The father seeks shelter at Precinct 13, and the gang members make a blood pact to get their target inside at whatever cost. So, it’s up to just a few station employees and the prisoners who happened to stop at the station during transit to hold down the fort until the cavalry arrives.
If this all sounds like a modern-day Western, that’s because that’s basically exactly what it is. Carpenter has said that “Assault” was inspired by the John Wayne film “Rio Bravo.” But it’s in this early Carpenter film that we see a lot of what would become hallmarks of his work. There’s an anti-hero in Napoleon Wilson, an inmate who now must fight beside the law to stay alive. There’s the driving synth score composed by Carpenter himself. There’s the sense of claustrophobic dread that would show up in films like “Halloween” and “The Thing.” And of course, there’s action, lots of action.
Now this isn’t your modern-day action flick. Things are very much set in the real world. Don’t expect to see any of our characters outrun a fire ball or anything as dramatic as that. But the grounding in reality makes everything all the more tense and real. It’s more suspenseful watching this motley crew trying to figure out how they are going to survive this mess when you know there isn’t going to be any over-the-top heroics or pyrotechnics.
Just because it’s not completely over the top doesn’t mean that there isn’t a good amount of action, though. Many gunshots are fired, much glass is broken and many gang members are slain. And the low budget of the film gives these scenes a more gritty realism that would probably be lost had the film had a more fine sheen.
And while we’re talking about the look of the film, let’s take a look at this Blu-ray. This presentation is probably the best that many people will have ever seen of this movie. The HD picture brings a great deal of extra visual clarity, but the transfer does well to not whitewash over details to make “Assault on Precinct 13″ look more digital or more “high definition.” This is a film, after all. It should have some grain to it, and this transfer retains that look.
Don’t go expecting this to be a reference-quality disc; it’s not meant to be. This isn’t a glossy Hollywood flick, like the remake.
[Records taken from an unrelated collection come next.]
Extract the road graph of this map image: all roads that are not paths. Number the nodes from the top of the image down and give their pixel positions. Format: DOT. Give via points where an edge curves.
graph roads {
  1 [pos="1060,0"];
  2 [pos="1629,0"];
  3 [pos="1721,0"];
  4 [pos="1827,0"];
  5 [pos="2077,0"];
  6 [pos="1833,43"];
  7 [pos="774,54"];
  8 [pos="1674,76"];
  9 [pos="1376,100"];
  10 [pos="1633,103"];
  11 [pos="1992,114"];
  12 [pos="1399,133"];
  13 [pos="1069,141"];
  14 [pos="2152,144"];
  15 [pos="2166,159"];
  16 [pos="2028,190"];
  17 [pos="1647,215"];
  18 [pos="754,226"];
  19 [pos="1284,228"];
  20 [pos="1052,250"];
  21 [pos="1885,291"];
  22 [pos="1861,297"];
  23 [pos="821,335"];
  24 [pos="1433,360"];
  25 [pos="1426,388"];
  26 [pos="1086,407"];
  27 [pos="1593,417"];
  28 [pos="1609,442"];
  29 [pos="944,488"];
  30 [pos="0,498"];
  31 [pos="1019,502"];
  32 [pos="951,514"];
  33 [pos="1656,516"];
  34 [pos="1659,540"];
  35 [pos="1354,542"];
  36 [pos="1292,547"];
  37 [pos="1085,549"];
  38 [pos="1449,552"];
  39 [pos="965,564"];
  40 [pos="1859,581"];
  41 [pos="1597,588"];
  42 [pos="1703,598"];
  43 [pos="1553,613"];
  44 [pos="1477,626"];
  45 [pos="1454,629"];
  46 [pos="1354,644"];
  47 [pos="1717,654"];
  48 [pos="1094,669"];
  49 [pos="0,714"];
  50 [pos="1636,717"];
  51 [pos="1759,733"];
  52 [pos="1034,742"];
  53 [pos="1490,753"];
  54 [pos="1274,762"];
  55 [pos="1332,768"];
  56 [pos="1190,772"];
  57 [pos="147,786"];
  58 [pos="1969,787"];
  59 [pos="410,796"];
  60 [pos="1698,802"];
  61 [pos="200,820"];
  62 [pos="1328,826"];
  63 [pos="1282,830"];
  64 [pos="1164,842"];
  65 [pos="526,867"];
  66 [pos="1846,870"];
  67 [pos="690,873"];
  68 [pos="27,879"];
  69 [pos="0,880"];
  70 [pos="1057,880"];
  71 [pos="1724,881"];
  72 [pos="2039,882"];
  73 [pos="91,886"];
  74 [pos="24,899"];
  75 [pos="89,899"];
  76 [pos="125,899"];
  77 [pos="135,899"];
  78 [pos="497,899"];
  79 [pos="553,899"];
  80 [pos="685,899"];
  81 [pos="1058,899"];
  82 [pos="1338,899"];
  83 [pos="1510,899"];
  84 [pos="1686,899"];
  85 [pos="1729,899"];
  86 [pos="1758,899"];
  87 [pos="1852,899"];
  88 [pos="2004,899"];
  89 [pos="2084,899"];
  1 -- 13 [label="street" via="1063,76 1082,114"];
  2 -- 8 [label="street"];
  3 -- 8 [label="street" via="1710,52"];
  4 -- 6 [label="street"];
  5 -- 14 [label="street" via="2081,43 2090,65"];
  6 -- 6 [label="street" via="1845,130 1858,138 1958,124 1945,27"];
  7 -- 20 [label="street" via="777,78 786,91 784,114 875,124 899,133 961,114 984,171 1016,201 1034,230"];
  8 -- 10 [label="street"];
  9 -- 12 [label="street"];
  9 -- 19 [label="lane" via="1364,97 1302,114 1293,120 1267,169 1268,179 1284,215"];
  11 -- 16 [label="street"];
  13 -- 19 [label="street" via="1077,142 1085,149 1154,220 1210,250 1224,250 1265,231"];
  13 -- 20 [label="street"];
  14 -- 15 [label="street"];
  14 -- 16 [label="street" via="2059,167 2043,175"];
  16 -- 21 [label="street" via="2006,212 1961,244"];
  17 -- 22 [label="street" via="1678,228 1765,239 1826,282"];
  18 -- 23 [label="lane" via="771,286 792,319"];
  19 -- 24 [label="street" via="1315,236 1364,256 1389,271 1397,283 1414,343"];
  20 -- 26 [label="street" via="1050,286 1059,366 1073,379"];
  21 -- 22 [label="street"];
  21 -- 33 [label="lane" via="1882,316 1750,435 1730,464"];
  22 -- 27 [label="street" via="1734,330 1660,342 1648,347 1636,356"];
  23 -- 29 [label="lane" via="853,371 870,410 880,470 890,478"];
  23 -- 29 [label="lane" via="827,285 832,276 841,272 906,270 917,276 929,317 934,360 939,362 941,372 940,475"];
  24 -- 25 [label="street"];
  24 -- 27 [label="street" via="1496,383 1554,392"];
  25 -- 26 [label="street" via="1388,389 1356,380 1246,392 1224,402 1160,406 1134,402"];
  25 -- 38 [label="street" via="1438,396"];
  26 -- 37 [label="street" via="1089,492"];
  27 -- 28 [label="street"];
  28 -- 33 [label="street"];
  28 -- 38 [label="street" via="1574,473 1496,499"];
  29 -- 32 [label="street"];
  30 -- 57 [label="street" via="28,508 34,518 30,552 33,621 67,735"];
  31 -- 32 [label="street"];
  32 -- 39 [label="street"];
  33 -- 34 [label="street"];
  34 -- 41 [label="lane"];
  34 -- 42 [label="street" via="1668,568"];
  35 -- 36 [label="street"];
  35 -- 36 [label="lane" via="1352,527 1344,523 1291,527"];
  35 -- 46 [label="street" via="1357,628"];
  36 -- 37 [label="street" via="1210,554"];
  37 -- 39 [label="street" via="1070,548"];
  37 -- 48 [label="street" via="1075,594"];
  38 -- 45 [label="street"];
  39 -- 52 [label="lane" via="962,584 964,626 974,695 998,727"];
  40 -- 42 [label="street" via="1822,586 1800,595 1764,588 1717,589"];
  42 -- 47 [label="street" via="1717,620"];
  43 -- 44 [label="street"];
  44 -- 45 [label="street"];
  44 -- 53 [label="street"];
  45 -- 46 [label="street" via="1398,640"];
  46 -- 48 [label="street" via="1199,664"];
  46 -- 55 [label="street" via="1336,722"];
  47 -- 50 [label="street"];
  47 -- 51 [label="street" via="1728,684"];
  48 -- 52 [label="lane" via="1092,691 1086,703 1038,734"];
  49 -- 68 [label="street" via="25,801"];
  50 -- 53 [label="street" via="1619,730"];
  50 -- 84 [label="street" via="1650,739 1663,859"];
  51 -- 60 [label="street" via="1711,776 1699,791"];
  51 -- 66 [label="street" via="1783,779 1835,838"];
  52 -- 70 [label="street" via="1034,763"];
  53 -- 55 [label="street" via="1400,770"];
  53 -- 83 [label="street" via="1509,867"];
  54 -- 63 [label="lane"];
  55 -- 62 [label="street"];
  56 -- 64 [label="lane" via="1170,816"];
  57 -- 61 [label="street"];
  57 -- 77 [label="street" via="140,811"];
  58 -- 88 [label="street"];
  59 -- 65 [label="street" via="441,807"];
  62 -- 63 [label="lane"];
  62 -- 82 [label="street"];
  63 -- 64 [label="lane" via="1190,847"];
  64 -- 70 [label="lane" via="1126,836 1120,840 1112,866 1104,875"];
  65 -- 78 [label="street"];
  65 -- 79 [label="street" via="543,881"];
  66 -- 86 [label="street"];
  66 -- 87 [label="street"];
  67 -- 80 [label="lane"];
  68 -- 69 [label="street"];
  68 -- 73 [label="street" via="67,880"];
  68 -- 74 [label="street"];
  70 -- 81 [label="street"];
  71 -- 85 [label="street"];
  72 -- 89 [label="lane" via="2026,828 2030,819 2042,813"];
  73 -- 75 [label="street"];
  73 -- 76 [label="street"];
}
It’s a low-budget film from the ’70s. And thankfully, it looks like it. This was a very effective restoration.
As far as audio goes, you’ve got the choice between the original mono or a new 5.1 surround mix. Purists will be pleased at the inclusion of the mono mix and others will be happy to get a greater sense of separation with the audio. To be honest, the audio is effective, no real problems, and either audio track would be a safe bet. The music, always so critical in any Carpenter film, can get a bit overpowering sometimes, but it’s a minor quibble, one that doesn’t ever prevent being able to hear dialogue.
As for the extras, there are some interesting nuggets to be taken away. There’s an interview with John Carpenter and Austin Stoker (the lone policeman at the precinct in the movie) at a fan convention. There are some great comments, but it really looks like something someone from the crowd recorded and eventually gave to someone. It doesn’t look great, but it gets the job done. There’s also an audio commentary with John Carpenter, no real surprise there. Carpenter is a director known to consistently do audio commentaries for his films. He does a pretty good job here. There’s a lot of information about the film, even though I think he sometimes is guilty of narrating what’s on screen.
Other features include an audio commentary with Art Director & Sound Effects Editor Tommy Lee Wallace, interview with actress Nancy Loomis Kyes, interview with actor Austin Stoker, radio spots, and the original theatrical trailer.
It’s a Wrap!
The video quality alone is reason enough to upgrade this title to Blu-ray. The restoration is top notch and preserves a very film-like appearance. The extras are solid for this early Carpenter effort, but “Assault on Precinct 13″ doesn’t really need lots of fancy bells and whistles. It really is a white-knuckle action flick that set the stage for the coolness that would follow Carpenter. Now if only we could get another good action script in Carpenter’s hands …
Film: 4 out of 5
Audio/Video: 4 out of 5
Extras: 3.5 out of 5
Editors’s note: This Blu-ray review was originally written for the Blue Underground Blu-ray release but has been updated to look at the improved Shout Factory edition.